## Problem requirements:
Would you please set down the entries below exactly as shown?

━━ Source data

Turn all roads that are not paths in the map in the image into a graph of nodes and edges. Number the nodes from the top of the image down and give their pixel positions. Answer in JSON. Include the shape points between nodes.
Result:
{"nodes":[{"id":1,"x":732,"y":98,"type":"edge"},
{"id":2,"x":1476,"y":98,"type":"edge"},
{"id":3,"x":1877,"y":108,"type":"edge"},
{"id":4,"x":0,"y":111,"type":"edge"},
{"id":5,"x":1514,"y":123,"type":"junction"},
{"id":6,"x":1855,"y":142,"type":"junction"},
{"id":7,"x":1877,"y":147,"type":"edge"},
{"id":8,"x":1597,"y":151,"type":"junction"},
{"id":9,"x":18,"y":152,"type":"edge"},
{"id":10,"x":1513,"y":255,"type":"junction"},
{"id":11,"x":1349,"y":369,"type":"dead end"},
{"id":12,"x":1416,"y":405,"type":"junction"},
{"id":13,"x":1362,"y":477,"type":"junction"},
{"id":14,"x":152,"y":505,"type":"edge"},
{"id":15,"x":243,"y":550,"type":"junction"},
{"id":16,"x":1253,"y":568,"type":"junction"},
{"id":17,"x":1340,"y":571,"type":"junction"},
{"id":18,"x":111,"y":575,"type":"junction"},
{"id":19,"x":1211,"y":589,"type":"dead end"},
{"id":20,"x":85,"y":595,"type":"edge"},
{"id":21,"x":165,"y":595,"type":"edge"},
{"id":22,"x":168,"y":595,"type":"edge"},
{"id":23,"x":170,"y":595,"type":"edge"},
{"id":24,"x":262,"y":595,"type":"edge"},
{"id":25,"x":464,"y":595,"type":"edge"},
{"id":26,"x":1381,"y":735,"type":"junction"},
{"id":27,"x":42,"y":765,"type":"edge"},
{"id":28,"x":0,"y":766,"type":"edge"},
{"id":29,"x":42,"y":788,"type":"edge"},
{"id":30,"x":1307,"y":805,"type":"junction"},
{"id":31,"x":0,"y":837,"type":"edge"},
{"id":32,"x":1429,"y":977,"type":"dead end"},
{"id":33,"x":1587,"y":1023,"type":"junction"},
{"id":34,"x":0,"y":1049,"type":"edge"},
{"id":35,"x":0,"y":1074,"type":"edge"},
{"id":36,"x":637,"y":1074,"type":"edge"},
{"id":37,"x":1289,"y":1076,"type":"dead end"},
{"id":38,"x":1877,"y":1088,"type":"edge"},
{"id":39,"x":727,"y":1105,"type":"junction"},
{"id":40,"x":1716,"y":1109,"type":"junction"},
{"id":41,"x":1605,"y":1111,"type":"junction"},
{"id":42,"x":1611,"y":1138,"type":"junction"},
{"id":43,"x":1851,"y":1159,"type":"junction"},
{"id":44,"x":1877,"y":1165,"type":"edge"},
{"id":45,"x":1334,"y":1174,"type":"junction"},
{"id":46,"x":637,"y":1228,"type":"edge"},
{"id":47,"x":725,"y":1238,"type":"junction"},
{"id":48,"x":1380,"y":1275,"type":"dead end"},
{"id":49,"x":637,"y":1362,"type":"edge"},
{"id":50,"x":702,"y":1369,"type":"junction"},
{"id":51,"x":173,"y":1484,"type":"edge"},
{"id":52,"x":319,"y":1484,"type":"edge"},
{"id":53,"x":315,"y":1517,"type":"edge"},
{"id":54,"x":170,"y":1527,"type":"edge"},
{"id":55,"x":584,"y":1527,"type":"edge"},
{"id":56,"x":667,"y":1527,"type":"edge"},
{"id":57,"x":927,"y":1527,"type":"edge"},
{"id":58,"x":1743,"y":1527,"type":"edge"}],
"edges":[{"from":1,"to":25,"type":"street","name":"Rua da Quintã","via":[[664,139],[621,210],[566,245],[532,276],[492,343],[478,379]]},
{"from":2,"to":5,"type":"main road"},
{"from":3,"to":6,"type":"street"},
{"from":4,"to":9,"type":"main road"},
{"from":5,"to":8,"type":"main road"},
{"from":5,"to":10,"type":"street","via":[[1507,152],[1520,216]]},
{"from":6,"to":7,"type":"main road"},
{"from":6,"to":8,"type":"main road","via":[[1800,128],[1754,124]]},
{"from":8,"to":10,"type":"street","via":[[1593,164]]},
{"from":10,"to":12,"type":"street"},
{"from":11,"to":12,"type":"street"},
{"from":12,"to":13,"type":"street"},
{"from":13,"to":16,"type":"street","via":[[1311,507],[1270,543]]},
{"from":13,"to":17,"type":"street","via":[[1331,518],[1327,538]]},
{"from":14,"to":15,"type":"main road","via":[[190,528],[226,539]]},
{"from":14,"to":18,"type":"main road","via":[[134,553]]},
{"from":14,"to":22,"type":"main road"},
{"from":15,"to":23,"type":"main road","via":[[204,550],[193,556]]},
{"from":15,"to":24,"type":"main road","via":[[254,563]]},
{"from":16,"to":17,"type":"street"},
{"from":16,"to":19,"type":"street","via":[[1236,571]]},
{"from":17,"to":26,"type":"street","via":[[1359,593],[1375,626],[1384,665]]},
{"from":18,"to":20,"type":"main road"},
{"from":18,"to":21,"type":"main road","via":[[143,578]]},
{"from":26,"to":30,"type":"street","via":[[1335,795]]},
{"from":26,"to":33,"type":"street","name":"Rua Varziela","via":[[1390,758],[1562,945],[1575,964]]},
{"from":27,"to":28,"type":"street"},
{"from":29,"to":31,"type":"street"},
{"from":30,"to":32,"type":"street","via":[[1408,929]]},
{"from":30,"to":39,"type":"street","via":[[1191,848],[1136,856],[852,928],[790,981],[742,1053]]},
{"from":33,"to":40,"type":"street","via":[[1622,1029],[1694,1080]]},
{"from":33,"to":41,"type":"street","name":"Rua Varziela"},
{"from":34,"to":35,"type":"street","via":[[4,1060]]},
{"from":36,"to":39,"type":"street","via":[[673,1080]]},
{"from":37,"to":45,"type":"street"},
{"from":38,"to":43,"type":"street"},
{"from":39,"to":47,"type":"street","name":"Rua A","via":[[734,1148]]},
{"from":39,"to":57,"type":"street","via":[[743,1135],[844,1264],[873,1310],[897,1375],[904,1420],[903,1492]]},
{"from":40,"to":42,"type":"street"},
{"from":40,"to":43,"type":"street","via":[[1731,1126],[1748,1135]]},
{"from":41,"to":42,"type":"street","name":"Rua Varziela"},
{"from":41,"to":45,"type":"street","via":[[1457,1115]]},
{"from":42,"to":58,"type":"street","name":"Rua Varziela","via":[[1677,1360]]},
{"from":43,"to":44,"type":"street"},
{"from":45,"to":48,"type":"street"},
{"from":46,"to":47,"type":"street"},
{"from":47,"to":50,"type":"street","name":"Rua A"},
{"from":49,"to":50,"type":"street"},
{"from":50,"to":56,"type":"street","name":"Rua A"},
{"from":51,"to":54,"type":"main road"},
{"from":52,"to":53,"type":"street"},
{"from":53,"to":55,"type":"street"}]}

━━━━

## Answer:
Turn all roads that are not paths in the map in the image into a graph of nodes and edges. Number the nodes from the top of the image down and give their pixel positions. Answer in JSON. Include the shape points between nodes.
Result:
{"nodes":[{"id":1,"x":732,"y":98,"type":"edge"},
{"id":2,"x":1476,"y":98,"type":"edge"},
{"id":3,"x":1877,"y":108,"type":"edge"},
{"id":4,"x":0,"y":111,"type":"edge"},
{"id":5,"x":1514,"y":123,"type":"junction"},
{"id":6,"x":1855,"y":142,"type":"junction"},
{"id":7,"x":1877,"y":147,"type":"edge"},
{"id":8,"x":1597,"y":151,"type":"junction"},
{"id":9,"x":18,"y":152,"type":"edge"},
{"id":10,"x":1513,"y":255,"type":"junction"},
{"id":11,"x":1349,"y":369,"type":"dead end"},
{"id":12,"x":1416,"y":405,"type":"junction"},
{"id":13,"x":1362,"y":477,"type":"junction"},
{"id":14,"x":152,"y":505,"type":"edge"},
{"id":15,"x":243,"y":550,"type":"junction"},
{"id":16,"x":1253,"y":568,"type":"junction"},
{"id":17,"x":1340,"y":571,"type":"junction"},
{"id":18,"x":111,"y":575,"type":"junction"},
{"id":19,"x":1211,"y":589,"type":"dead end"},
{"id":20,"x":85,"y":595,"type":"edge"},
{"id":21,"x":165,"y":595,"type":"edge"},
{"id":22,"x":168,"y":595,"type":"edge"},
{"id":23,"x":170,"y":595,"type":"edge"},
{"id":24,"x":262,"y":595,"type":"edge"},
{"id":25,"x":464,"y":595,"type":"edge"},
{"id":26,"x":1381,"y":735,"type":"junction"},
{"id":27,"x":42,"y":765,"type":"edge"},
{"id":28,"x":0,"y":766,"type":"edge"},
{"id":29,"x":42,"y":788,"type":"edge"},
{"id":30,"x":1307,"y":805,"type":"junction"},
{"id":31,"x":0,"y":837,"type":"edge"},
{"id":32,"x":1429,"y":977,"type":"dead end"},
{"id":33,"x":1587,"y":1023,"type":"junction"},
{"id":34,"x":0,"y":1049,"type":"edge"},
{"id":35,"x":0,"y":1074,"type":"edge"},
{"id":36,"x":637,"y":1074,"type":"edge"},
{"id":37,"x":1289,"y":1076,"type":"dead end"},
{"id":38,"x":1877,"y":1088,"type":"edge"},
{"id":39,"x":727,"y":1105,"type":"junction"},
{"id":40,"x":1716,"y":1109,"type":"junction"},
{"id":41,"x":1605,"y":1111,"type":"junction"},
{"id":42,"x":1611,"y":1138,"type":"junction"},
{"id":43,"x":1851,"y":1159,"type":"junction"},
{"id":44,"x":1877,"y":1165,"type":"edge"},
{"id":45,"x":1334,"y":1174,"type":"junction"},
{"id":46,"x":637,"y":1228,"type":"edge"},
{"id":47,"x":725,"y":1238,"type":"junction"},
{"id":48,"x":1380,"y":1275,"type":"dead end"},
{"id":49,"x":637,"y":1362,"type":"edge"},
{"id":50,"x":702,"y":1369,"type":"junction"},
{"id":51,"x":173,"y":1484,"type":"edge"},
{"id":52,"x":319,"y":1484,"type":"edge"},
{"id":53,"x":315,"y":1517,"type":"edge"},
{"id":54,"x":170,"y":1527,"type":"edge"},
{"id":55,"x":584,"y":1527,"type":"edge"},
{"id":56,"x":667,"y":1527,"type":"edge"},
{"id":57,"x":927,"y":1527,"type":"edge"},
{"id":58,"x":1743,"y":1527,"type":"edge"}],
"edges":[{"from":1,"to":25,"type":"street","name":"Rua da Quintã","via":[[664,139],[621,210],[566,245],[532,276],[492,343],[478,379]]},
{"from":2,"to":5,"type":"main road"},
{"from":3,"to":6,"type":"street"},
{"from":4,"to":9,"type":"main road"},
{"from":5,"to":8,"type":"main road"},
{"from":5,"to":10,"type":"street","via":[[1507,152],[1520,216]]},
{"from":6,"to":7,"type":"main road"},
{"from":6,"to":8,"type":"main road","via":[[1800,128],[1754,124]]},
{"from":8,"to":10,"type":"street","via":[[1593,164]]},
{"from":10,"to":12,"type":"street"},
{"from":11,"to":12,"type":"street"},
{"from":12,"to":13,"type":"street"},
{"from":13,"to":16,"type":"street","via":[[1311,507],[1270,543]]},
{"from":13,"to":17,"type":"street","via":[[1331,518],[1327,538]]},
{"from":14,"to":15,"type":"main road","via":[[190,528],[226,539]]},
{"from":14,"to":18,"type":"main road","via":[[134,553]]},
{"from":14,"to":22,"type":"main road"},
{"from":15,"to":23,"type":"main road","via":[[204,550],[193,556]]},
{"from":15,"to":24,"type":"main road","via":[[254,563]]},
{"from":16,"to":17,"type":"street"},
{"from":16,"to":19,"type":"street","via":[[1236,571]]},
{"from":17,"to":26,"type":"street","via":[[1359,593],[1375,626],[1384,665]]},
{"from":18,"to":20,"type":"main road"},
{"from":18,"to":21,"type":"main road","via":[[143,578]]},
{"from":26,"to":30,"type":"street","via":[[1335,795]]},
{"from":26,"to":33,"type":"street","name":"Rua Varziela","via":[[1390,758],[1562,945],[1575,964]]},
{"from":27,"to":28,"type":"street"},
{"from":29,"to":31,"type":"street"},
{"from":30,"to":32,"type":"street","via":[[1408,929]]},
{"from":30,"to":39,"type":"street","via":[[1191,848],[1136,856],[852,928],[790,981],[742,1053]]},
{"from":33,"to":40,"type":"street","via":[[1622,1029],[1694,1080]]},
{"from":33,"to":41,"type":"street","name":"Rua Varziela"},
{"from":34,"to":35,"type":"street","via":[[4,1060]]},
{"from":36,"to":39,"type":"street","via":[[673,1080]]},
{"from":37,"to":45,"type":"street"},
{"from":38,"to":43,"type":"street"},
{"from":39,"to":47,"type":"street","name":"Rua A","via":[[734,1148]]},
{"from":39,"to":57,"type":"street","via":[[743,1135],[844,1264],[873,1310],[897,1375],[904,1420],[903,1492]]},
{"from":40,"to":42,"type":"street"},
{"from":40,"to":43,"type":"street","via":[[1731,1126],[1748,1135]]},
{"from":41,"to":42,"type":"street","name":"Rua Varziela"},
{"from":41,"to":45,"type":"street","via":[[1457,1115]]},
{"from":42,"to":58,"type":"street","name":"Rua Varziela","via":[[1677,1360]]},
{"from":43,"to":44,"type":"street"},
{"from":45,"to":48,"type":"street"},
{"from":46,"to":47,"type":"street"},
{"from":47,"to":50,"type":"street","name":"Rua A"},
{"from":49,"to":50,"type":"street"},
{"from":50,"to":56,"type":"street","name":"Rua A"},
{"from":51,"to":54,"type":"main road"},
{"from":52,"to":53,"type":"street"},
{"from":53,"to":55,"type":"street"}]}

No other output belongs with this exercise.